• Exercise directions
When you have gone through the entries below, state how many lines include the word "MacIsaac" and write nothing else.

[Dataset records]
Content starts

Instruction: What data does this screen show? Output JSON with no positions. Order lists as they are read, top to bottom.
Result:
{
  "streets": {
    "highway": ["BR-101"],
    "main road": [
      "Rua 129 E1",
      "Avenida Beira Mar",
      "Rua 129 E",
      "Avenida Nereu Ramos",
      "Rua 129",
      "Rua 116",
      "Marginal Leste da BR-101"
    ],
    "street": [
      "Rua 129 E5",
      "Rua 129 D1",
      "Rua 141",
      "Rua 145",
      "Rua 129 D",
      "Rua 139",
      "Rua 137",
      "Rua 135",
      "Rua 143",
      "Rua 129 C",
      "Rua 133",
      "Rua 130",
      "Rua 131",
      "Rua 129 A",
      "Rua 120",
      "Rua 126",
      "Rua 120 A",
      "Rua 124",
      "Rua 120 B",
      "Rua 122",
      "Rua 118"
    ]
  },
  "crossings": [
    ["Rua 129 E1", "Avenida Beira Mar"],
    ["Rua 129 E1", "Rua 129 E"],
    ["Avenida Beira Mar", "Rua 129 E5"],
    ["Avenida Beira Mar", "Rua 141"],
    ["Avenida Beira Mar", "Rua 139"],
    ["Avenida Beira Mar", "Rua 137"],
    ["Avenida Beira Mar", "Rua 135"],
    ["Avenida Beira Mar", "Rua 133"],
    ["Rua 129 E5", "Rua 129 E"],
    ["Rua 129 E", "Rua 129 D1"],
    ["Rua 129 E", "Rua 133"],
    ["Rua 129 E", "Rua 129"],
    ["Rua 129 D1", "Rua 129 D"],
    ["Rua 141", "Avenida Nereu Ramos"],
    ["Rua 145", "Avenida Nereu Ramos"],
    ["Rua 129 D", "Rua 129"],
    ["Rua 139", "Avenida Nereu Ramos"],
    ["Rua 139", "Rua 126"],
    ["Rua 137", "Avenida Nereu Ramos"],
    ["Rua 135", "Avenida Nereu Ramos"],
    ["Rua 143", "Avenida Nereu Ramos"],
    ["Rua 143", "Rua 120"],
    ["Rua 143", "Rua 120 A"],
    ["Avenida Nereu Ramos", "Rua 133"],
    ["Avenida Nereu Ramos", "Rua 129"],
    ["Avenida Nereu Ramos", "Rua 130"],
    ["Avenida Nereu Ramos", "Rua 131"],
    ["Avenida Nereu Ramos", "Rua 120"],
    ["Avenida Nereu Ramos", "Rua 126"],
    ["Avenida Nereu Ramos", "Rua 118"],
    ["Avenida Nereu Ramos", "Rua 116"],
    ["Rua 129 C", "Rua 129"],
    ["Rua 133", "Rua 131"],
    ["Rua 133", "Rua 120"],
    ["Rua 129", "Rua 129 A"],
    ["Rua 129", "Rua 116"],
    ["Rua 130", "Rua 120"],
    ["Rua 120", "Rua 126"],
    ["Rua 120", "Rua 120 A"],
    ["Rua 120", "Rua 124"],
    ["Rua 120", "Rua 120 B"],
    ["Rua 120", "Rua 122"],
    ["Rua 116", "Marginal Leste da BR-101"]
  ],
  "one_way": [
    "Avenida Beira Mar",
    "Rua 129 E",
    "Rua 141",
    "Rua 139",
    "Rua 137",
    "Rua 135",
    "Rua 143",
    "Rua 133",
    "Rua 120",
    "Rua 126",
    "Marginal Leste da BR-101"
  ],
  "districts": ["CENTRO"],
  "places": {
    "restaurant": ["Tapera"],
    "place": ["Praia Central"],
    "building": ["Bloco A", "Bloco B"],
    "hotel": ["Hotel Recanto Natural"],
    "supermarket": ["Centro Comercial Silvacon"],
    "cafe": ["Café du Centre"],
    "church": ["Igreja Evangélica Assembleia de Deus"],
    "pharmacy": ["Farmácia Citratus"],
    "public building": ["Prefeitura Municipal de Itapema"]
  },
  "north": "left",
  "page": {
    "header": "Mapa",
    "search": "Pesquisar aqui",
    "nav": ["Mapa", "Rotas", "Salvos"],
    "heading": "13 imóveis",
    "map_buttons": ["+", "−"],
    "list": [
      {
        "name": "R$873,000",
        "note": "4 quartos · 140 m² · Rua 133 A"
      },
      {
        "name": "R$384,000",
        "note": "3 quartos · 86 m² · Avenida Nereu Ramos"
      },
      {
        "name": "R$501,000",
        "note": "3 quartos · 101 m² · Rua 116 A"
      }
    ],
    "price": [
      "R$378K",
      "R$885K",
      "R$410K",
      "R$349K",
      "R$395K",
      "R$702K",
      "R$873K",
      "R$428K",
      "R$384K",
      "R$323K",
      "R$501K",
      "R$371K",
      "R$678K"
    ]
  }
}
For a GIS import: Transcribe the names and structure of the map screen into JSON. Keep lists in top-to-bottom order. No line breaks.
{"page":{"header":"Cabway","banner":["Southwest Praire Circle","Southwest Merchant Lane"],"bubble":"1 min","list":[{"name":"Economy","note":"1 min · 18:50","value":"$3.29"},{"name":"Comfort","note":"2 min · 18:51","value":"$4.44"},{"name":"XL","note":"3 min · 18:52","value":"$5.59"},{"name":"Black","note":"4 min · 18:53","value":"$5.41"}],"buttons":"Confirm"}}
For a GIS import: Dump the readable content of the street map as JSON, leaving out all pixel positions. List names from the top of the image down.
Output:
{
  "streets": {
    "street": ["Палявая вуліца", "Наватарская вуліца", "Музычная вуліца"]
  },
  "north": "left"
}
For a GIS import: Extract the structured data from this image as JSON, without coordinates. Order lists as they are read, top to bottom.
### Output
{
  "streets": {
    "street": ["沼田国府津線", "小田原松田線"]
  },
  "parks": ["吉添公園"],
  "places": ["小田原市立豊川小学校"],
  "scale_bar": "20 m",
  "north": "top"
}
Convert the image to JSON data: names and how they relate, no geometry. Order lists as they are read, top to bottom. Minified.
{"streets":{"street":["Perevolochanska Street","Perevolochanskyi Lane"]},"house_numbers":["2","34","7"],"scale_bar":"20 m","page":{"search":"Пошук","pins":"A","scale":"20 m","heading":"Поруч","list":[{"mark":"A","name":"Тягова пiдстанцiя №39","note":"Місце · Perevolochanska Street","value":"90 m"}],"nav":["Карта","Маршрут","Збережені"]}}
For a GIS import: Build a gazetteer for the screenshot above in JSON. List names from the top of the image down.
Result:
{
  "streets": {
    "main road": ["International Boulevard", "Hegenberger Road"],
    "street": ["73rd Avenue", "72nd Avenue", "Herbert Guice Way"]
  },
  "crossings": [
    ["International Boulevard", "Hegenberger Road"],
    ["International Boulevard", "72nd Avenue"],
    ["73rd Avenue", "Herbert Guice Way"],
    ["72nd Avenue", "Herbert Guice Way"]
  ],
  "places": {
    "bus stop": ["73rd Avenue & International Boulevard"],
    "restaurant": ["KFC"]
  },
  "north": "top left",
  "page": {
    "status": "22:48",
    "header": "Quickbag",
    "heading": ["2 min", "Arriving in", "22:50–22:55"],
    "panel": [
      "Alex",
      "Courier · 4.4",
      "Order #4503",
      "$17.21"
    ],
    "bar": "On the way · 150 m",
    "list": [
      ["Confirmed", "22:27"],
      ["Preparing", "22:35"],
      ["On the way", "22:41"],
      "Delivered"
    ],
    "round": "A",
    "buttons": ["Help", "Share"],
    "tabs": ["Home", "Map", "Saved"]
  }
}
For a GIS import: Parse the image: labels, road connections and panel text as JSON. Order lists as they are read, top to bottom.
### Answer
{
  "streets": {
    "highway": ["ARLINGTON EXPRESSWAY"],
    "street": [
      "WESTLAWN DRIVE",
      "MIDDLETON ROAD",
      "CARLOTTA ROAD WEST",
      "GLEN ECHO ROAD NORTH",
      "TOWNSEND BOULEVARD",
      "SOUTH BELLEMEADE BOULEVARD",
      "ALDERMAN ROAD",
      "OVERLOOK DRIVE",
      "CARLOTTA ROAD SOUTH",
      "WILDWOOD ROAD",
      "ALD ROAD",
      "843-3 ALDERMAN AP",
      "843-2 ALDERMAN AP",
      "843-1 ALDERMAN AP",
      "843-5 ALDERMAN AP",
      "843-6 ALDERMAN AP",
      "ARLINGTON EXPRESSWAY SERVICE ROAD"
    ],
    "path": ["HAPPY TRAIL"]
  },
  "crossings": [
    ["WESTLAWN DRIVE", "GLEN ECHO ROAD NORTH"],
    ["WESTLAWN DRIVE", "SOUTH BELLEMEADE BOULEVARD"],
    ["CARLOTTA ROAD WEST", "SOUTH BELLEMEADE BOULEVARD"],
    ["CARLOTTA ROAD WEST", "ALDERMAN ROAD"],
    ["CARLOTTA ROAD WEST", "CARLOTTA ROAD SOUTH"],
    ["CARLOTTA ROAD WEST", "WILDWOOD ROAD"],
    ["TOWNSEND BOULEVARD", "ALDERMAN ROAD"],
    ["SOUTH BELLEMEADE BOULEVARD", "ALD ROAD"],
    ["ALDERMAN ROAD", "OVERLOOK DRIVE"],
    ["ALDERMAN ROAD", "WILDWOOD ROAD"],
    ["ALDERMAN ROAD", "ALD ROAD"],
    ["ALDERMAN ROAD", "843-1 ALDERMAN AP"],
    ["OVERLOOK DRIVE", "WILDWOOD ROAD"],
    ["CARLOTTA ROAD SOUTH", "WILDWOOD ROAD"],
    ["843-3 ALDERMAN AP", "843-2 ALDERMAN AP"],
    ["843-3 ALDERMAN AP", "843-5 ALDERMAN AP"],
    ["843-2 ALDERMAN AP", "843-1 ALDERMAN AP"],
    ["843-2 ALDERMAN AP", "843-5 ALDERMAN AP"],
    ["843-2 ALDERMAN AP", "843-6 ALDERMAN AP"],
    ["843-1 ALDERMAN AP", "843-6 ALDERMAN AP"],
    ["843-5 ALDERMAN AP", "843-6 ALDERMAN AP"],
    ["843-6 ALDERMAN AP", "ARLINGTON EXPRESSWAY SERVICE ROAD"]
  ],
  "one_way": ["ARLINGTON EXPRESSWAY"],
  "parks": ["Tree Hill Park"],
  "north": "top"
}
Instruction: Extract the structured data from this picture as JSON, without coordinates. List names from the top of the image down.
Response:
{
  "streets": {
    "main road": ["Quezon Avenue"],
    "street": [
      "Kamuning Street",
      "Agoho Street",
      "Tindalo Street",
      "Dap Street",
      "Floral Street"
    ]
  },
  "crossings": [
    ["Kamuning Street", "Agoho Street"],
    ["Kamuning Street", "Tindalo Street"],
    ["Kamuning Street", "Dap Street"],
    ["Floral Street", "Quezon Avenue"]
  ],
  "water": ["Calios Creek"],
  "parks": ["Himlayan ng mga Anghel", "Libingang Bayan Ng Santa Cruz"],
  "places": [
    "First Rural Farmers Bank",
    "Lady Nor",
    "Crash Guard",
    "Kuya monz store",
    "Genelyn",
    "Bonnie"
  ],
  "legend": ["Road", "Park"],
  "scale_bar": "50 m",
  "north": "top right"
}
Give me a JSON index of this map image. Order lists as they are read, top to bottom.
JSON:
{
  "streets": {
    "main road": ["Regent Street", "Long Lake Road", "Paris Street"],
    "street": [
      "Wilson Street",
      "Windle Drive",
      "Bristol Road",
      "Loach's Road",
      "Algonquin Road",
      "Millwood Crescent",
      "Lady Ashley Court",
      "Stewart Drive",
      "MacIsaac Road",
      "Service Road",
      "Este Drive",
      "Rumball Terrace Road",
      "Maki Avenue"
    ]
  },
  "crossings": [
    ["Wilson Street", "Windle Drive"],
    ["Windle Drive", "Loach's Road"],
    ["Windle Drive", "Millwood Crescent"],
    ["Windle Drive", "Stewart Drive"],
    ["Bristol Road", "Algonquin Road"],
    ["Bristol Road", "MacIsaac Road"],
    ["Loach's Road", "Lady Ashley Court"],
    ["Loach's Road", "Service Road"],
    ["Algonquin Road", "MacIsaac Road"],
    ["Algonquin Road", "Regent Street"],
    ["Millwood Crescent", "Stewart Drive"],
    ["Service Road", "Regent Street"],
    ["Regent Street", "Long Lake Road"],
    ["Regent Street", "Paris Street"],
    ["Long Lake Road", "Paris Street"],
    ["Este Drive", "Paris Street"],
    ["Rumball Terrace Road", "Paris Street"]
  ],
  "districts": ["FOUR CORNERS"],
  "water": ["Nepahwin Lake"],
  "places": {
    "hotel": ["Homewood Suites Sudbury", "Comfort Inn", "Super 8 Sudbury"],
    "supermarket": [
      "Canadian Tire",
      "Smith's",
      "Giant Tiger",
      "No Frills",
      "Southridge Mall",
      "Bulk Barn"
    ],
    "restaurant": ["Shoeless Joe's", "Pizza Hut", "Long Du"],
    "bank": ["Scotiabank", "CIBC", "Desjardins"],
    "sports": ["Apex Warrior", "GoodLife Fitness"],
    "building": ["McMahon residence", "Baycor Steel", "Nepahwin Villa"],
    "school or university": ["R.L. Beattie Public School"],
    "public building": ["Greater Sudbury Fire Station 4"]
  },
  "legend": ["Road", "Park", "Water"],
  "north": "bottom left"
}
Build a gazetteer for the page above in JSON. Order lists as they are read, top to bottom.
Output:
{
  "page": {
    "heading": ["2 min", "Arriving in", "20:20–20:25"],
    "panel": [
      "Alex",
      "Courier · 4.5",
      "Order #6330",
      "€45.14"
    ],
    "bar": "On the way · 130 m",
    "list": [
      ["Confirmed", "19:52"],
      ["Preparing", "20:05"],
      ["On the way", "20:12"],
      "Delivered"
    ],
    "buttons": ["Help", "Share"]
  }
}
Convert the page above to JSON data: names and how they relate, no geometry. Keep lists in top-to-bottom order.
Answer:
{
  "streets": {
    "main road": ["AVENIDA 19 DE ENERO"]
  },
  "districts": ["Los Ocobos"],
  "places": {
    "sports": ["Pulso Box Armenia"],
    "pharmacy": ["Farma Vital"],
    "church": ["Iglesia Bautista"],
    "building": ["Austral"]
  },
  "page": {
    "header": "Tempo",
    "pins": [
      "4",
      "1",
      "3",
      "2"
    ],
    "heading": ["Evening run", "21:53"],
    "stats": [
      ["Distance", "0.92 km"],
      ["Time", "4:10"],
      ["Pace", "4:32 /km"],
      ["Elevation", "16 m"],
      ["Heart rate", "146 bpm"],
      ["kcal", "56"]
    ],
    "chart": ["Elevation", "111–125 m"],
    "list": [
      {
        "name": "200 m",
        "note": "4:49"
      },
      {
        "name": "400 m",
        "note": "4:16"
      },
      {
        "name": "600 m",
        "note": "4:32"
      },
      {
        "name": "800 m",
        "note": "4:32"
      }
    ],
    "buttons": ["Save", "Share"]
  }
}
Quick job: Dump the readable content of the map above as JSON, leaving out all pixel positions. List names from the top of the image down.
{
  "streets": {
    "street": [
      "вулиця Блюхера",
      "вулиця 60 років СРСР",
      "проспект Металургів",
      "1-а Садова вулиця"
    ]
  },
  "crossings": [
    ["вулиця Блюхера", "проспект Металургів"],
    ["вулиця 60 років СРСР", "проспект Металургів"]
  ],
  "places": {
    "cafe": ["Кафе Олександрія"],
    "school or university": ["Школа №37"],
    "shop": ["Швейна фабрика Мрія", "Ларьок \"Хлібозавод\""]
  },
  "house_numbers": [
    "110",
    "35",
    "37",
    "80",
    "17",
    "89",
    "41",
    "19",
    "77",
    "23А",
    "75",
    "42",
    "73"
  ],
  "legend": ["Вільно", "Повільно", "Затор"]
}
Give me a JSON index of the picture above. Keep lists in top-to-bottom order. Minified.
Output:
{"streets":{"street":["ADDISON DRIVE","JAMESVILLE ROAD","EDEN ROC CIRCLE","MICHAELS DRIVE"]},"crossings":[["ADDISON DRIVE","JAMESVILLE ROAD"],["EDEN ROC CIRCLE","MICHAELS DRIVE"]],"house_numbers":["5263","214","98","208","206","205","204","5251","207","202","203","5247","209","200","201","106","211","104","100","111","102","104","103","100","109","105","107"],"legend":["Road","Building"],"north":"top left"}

Content ends

• Written response
3